Although the 50,000sq.ft space at Allston-Brighton’s Boston Landing development was initially conceived as a Celtics training facility before the team decided to move across the street, The Bowery Presents (TBP) and AEG saw the available space as a suitable location for a 3,500-capacity live music venue.
The concert promoters once again tapped NYC-based integrator See Factor to supply the room with an L-Acoustics K2 loudspeaker system.
Roadrunner is the third Boston-area venue owned and managed by TBP, which also operates Harvard Square’s 525-capacity Sinclair and books the 1,200-capacity Royale in the city’s Theatre District. The $20m Roadrunner features a scalable stage and room design. At its largest, the stage spans 60ft to accommodate full arena-sized touring productions, but its footprint can also be reduced.
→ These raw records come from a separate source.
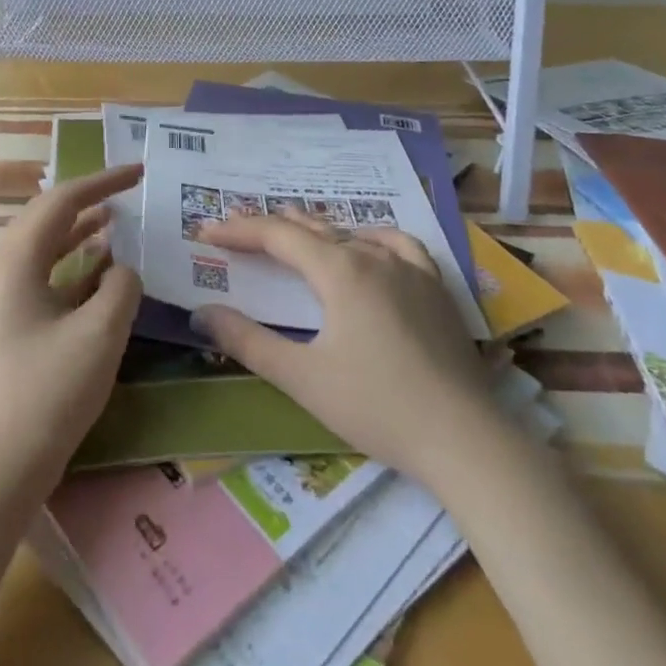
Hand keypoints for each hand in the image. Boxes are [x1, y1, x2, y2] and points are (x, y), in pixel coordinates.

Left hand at [0, 164, 143, 497]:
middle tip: (128, 193)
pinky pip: (41, 279)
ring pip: (43, 249)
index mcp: (15, 261)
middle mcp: (0, 271)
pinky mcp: (5, 327)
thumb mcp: (99, 334)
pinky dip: (72, 269)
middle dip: (88, 202)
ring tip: (118, 223)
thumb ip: (120, 287)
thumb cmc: (47, 394)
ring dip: (80, 234)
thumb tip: (121, 269)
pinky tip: (101, 276)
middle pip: (46, 219)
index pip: (61, 201)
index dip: (103, 182)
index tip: (139, 172)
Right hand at [193, 213, 489, 486]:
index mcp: (338, 270)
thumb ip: (247, 341)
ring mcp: (410, 267)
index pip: (277, 236)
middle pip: (311, 229)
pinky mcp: (435, 286)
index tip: (206, 231)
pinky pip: (397, 244)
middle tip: (236, 229)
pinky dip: (370, 237)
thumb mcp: (302, 377)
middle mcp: (372, 255)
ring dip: (315, 230)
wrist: (464, 438)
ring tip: (291, 229)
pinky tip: (368, 245)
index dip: (239, 230)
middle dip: (270, 227)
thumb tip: (202, 313)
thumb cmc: (376, 406)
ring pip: (351, 233)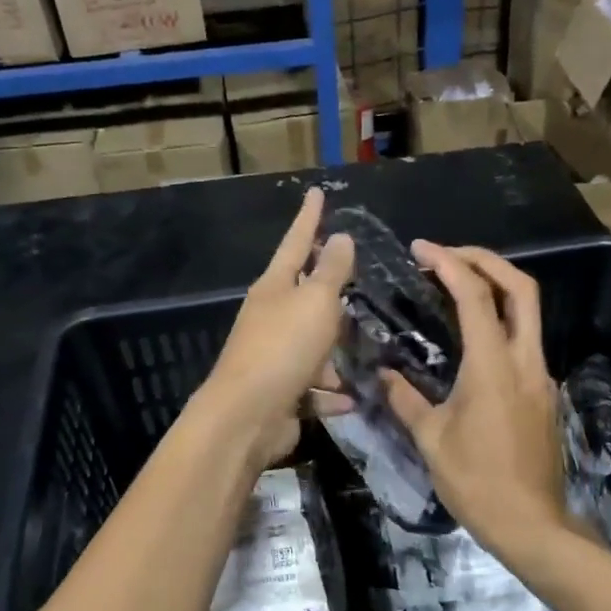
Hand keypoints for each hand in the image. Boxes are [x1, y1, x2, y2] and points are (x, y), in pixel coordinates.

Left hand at [199, 187, 355, 465]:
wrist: (247, 417)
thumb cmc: (284, 348)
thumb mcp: (315, 302)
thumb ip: (330, 271)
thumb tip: (339, 237)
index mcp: (275, 288)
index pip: (296, 242)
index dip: (309, 218)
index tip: (317, 192)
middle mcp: (270, 318)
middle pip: (303, 296)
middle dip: (327, 291)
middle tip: (353, 280)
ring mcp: (273, 357)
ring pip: (311, 346)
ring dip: (334, 353)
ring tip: (364, 354)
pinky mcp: (280, 393)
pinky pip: (313, 388)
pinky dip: (331, 392)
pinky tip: (351, 397)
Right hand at [381, 243, 566, 550]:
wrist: (533, 525)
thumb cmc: (477, 482)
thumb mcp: (431, 440)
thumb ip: (405, 398)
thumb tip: (383, 373)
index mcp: (493, 366)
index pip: (475, 296)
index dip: (448, 263)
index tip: (421, 248)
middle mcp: (525, 361)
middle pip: (521, 288)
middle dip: (486, 260)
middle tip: (448, 255)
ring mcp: (541, 376)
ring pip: (528, 313)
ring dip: (496, 288)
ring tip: (456, 286)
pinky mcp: (544, 393)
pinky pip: (525, 342)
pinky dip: (500, 322)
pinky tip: (472, 340)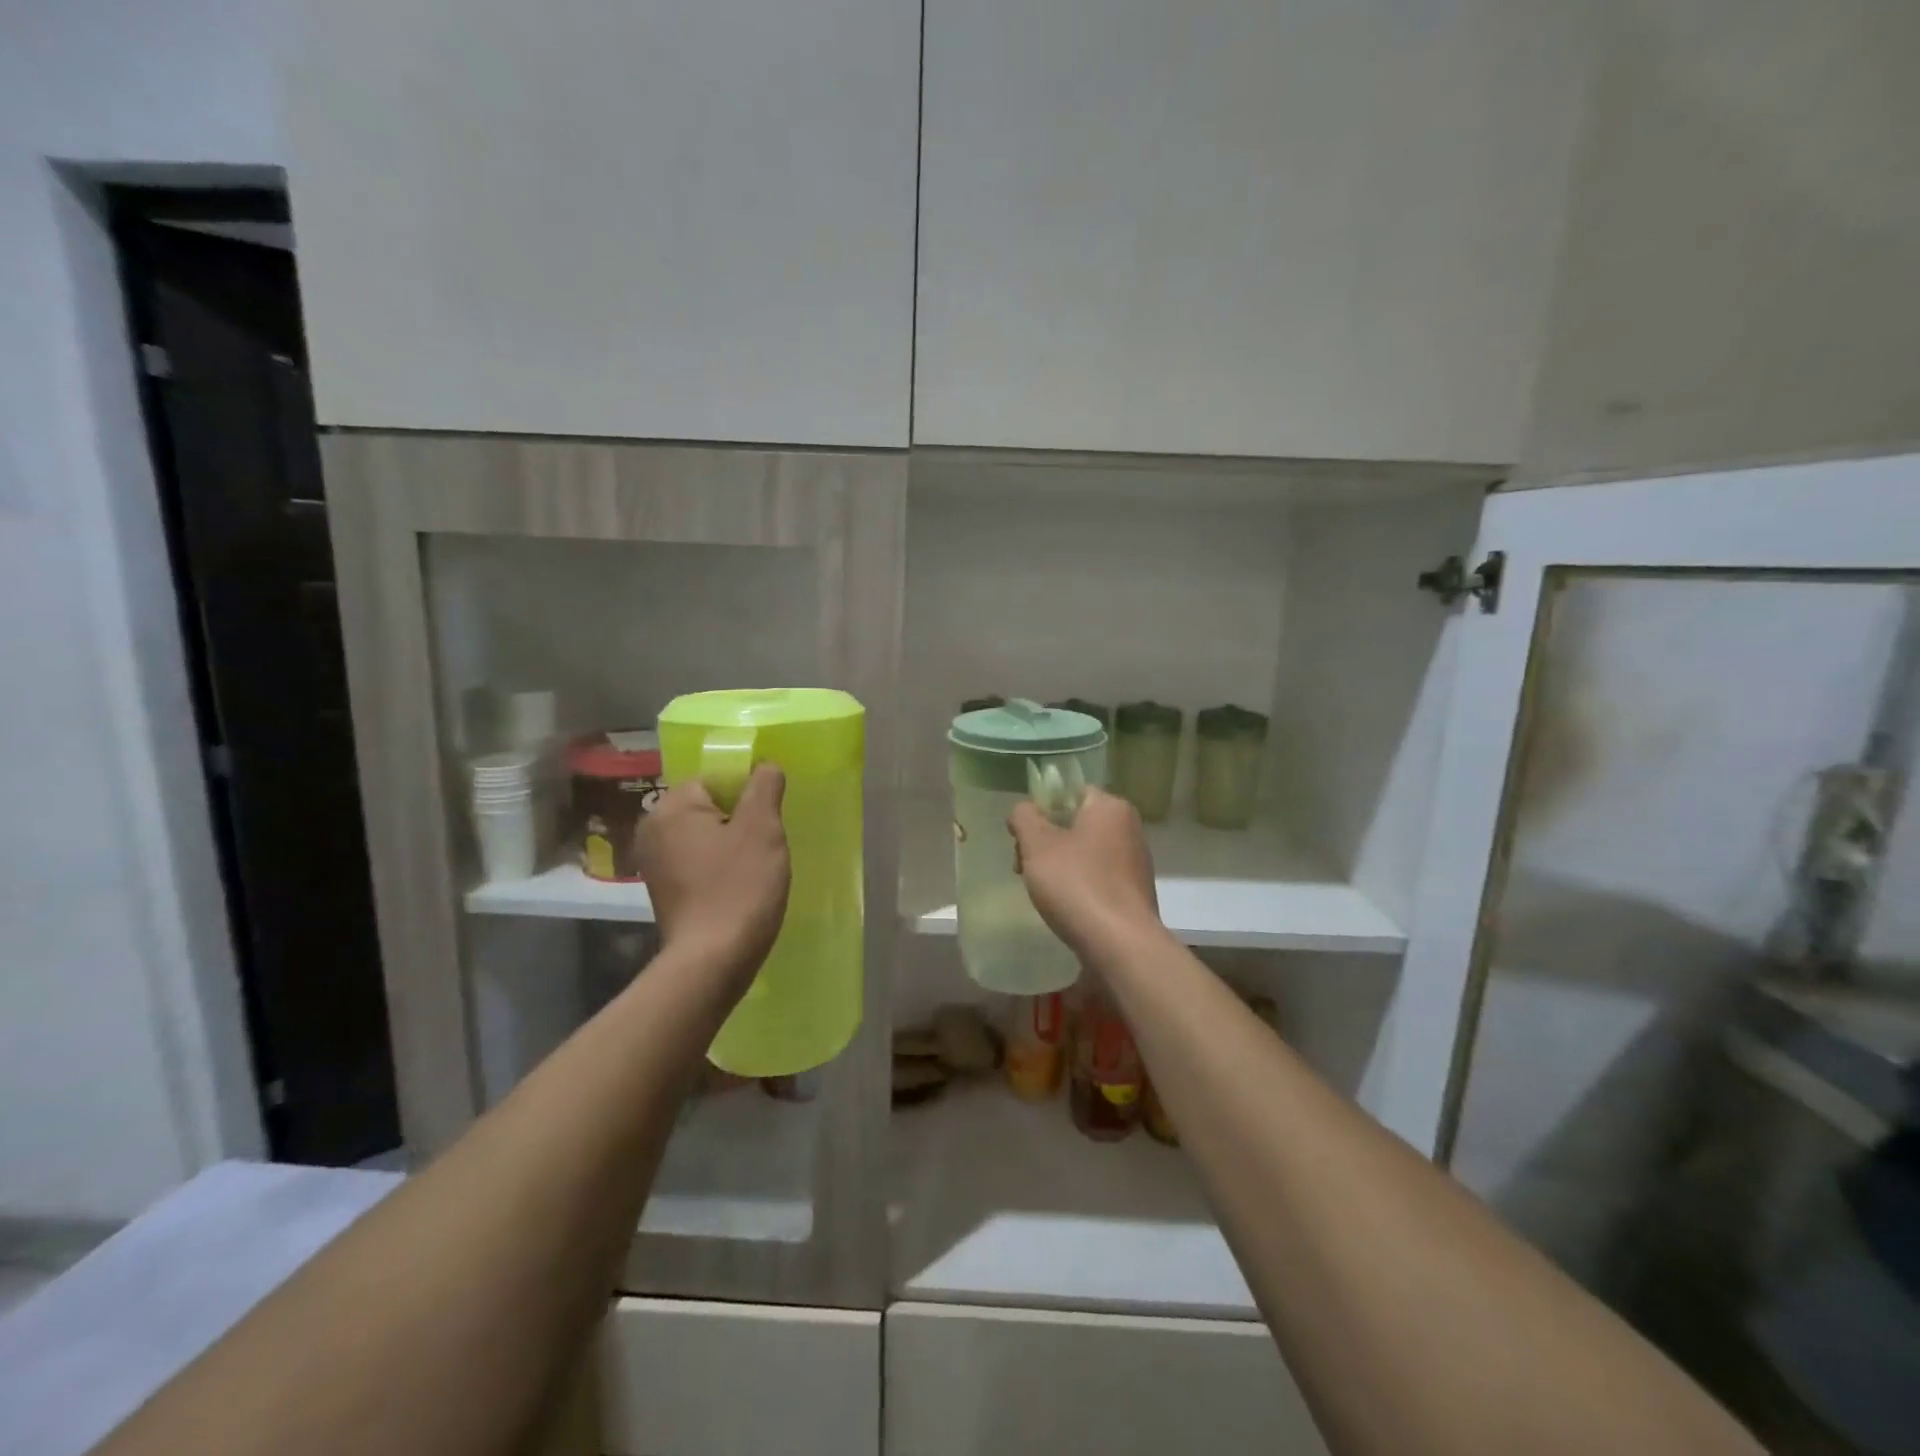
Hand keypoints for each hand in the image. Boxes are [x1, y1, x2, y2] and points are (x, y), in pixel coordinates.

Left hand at [636, 765, 790, 985]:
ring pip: (706, 835)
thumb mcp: (762, 828)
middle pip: (709, 806)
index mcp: (671, 807)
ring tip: (756, 866)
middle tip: (766, 843)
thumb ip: (764, 786)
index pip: (715, 778)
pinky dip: (719, 867)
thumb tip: (765, 765)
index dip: (747, 793)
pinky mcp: (664, 891)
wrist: (713, 961)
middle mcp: (653, 830)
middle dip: (740, 819)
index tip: (768, 818)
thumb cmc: (739, 887)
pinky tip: (739, 886)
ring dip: (732, 844)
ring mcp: (655, 863)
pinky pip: (698, 862)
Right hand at [1009, 787, 1160, 960]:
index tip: (1022, 837)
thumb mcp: (1037, 844)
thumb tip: (1023, 810)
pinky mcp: (1135, 891)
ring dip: (1059, 865)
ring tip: (1041, 891)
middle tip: (1022, 867)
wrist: (1120, 944)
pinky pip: (1099, 876)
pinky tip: (1065, 906)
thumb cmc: (1076, 884)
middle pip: (1076, 823)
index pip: (1070, 793)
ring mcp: (1135, 861)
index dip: (1040, 810)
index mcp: (1111, 806)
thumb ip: (1024, 817)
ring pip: (1086, 851)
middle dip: (1045, 842)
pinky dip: (1079, 884)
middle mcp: (1130, 827)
Therefore a house PA was designed to travel upstage/downstage on trolleys to three different positions to deliver more intimate experiences for smaller-capacity crowds.
“When we finally got in the building and began incorporating all of the production elements, we decided to make a few changes from the original design based on our desire to keep all of our production elements mobile for multiple room setups and artists’ needs,” says Roadrunner technical director of audio Morgan ‘Mo’ Russell, who serves alongside Roadrunner production manager Eric Jenson and A2 Reid Calkin as the primary audio crew for TBP’s new venue.
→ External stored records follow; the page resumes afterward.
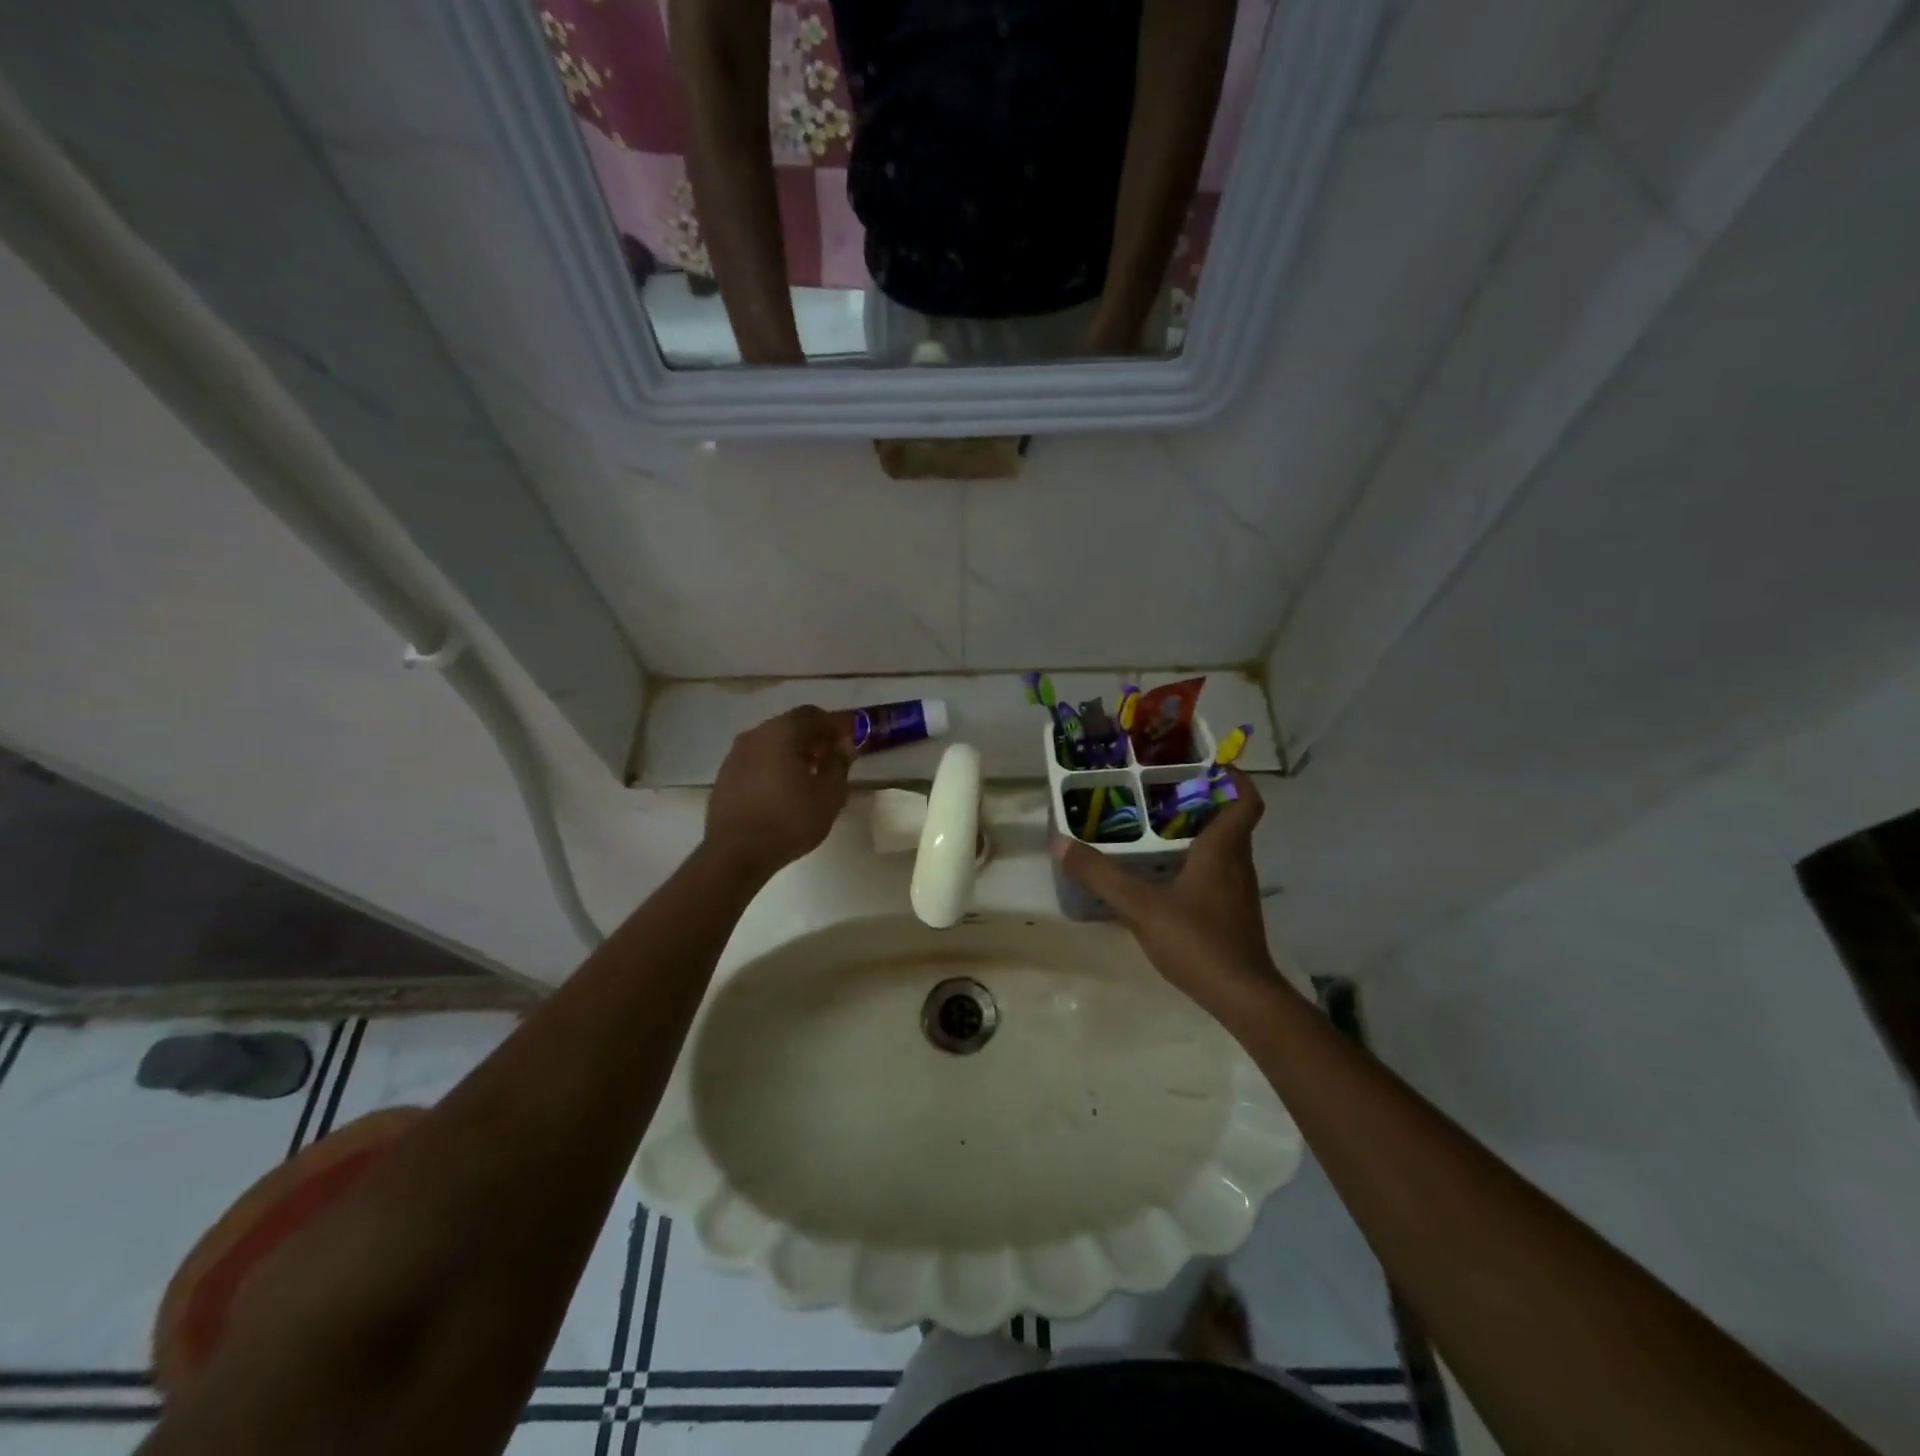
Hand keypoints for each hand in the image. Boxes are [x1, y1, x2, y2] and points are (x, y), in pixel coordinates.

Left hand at [704, 706, 853, 881]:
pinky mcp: (726, 775)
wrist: (735, 854)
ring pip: (772, 742)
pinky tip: (785, 788)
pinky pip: (758, 759)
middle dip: (815, 737)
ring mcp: (736, 754)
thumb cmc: (789, 821)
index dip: (836, 725)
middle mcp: (756, 735)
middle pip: (791, 725)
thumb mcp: (829, 795)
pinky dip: (775, 764)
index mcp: (782, 733)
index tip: (852, 739)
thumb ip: (839, 764)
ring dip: (794, 751)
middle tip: (834, 756)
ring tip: (811, 774)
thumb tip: (844, 745)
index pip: (814, 715)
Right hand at [1052, 769, 1282, 1006]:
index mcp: (1222, 849)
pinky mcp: (1234, 914)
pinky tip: (1167, 876)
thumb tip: (1061, 842)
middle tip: (1164, 792)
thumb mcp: (1141, 907)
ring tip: (1159, 827)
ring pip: (1225, 847)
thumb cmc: (1198, 941)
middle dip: (1204, 800)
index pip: (1245, 800)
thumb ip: (1101, 875)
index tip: (1207, 764)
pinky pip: (1219, 872)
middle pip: (1231, 820)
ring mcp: (1238, 891)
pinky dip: (1198, 862)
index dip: (1233, 778)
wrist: (1242, 997)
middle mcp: (1237, 863)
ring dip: (1200, 831)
“All of those considerations led us to deploy main hangs of 12 K2 enclosures per side with six flown KS21 subs in cardioid right behind them for true full-range left and right, and these are all flown on custom-beam trolleys that can travel up to 16 feet out into the house when we shrink the venue based on production needs.”
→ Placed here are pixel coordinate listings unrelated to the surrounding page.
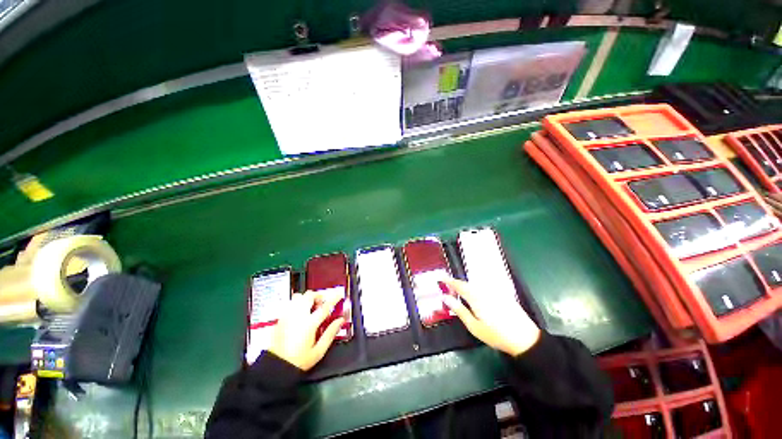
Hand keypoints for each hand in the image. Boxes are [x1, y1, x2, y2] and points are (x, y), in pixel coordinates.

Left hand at [268, 290, 344, 370]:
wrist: (276, 367)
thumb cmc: (297, 361)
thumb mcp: (318, 351)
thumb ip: (331, 333)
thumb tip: (340, 322)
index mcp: (309, 324)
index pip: (325, 306)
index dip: (334, 298)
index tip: (339, 295)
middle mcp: (297, 316)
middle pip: (310, 295)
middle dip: (319, 296)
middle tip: (323, 303)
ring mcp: (287, 316)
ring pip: (299, 296)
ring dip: (307, 298)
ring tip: (311, 306)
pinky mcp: (280, 319)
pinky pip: (290, 303)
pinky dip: (298, 303)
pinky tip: (301, 313)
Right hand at [441, 278, 540, 356]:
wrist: (525, 339)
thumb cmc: (496, 335)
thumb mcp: (474, 326)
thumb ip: (459, 310)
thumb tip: (445, 297)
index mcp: (476, 297)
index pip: (459, 285)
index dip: (448, 280)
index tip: (440, 276)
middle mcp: (484, 290)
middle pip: (467, 284)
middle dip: (456, 284)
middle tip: (448, 288)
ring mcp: (494, 291)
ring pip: (475, 285)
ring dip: (466, 287)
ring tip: (460, 293)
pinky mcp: (501, 294)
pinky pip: (484, 287)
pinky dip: (476, 289)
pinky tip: (475, 296)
Roadrunner also has eight A15 Wide enclosures hung as under-balcony-fills and two A15 Wide as over-balcony-fills that “follow left and right accordingly to maintain stunning stereo imaging throughout the venue”, Russell notes. On the sub feed, the venue has 10 KS28 suspended approximately half an inch off the ground, flown from the front stage decking, allowing the club to move the entire ground sub cluster forward as a unit when it builds the stage out to decrease the room size. Furthermore, eight Kara IIi on the downstage-edge riser decks handle front-fill, and these also move forward seamlessly with the ground subs.
Onstage, the venue’s monitoring amenities include 15 available X15 wedges, plus stereo side-fills consisting of two A15i Focus and two KS28 subs per side. LA12X amplified controllers drive most of the house and monitor systems, with a few additional LA4X.
The initial loudspeaker system design was created by TBP/AEG system design engineer Lorne Grabe, working closely with NYC-based audio engineer Alex Kehr and L-Acoustics applications engineer Chris ‘Sully’ Sullivan.
In addition to sporting new DiGiCo Quantum225 consoles at both the front-of-house and monitor mix positions, the venue also features an L-Acoustics P1 processor at FOH paired with five LS10 switches for Milan-AVB conversion, system control, and atmospheric adjustment. The entire PA is run via AVB, which offers a significantly improved high frequency response due to better timing coherence between vertical loudspeaker circuits.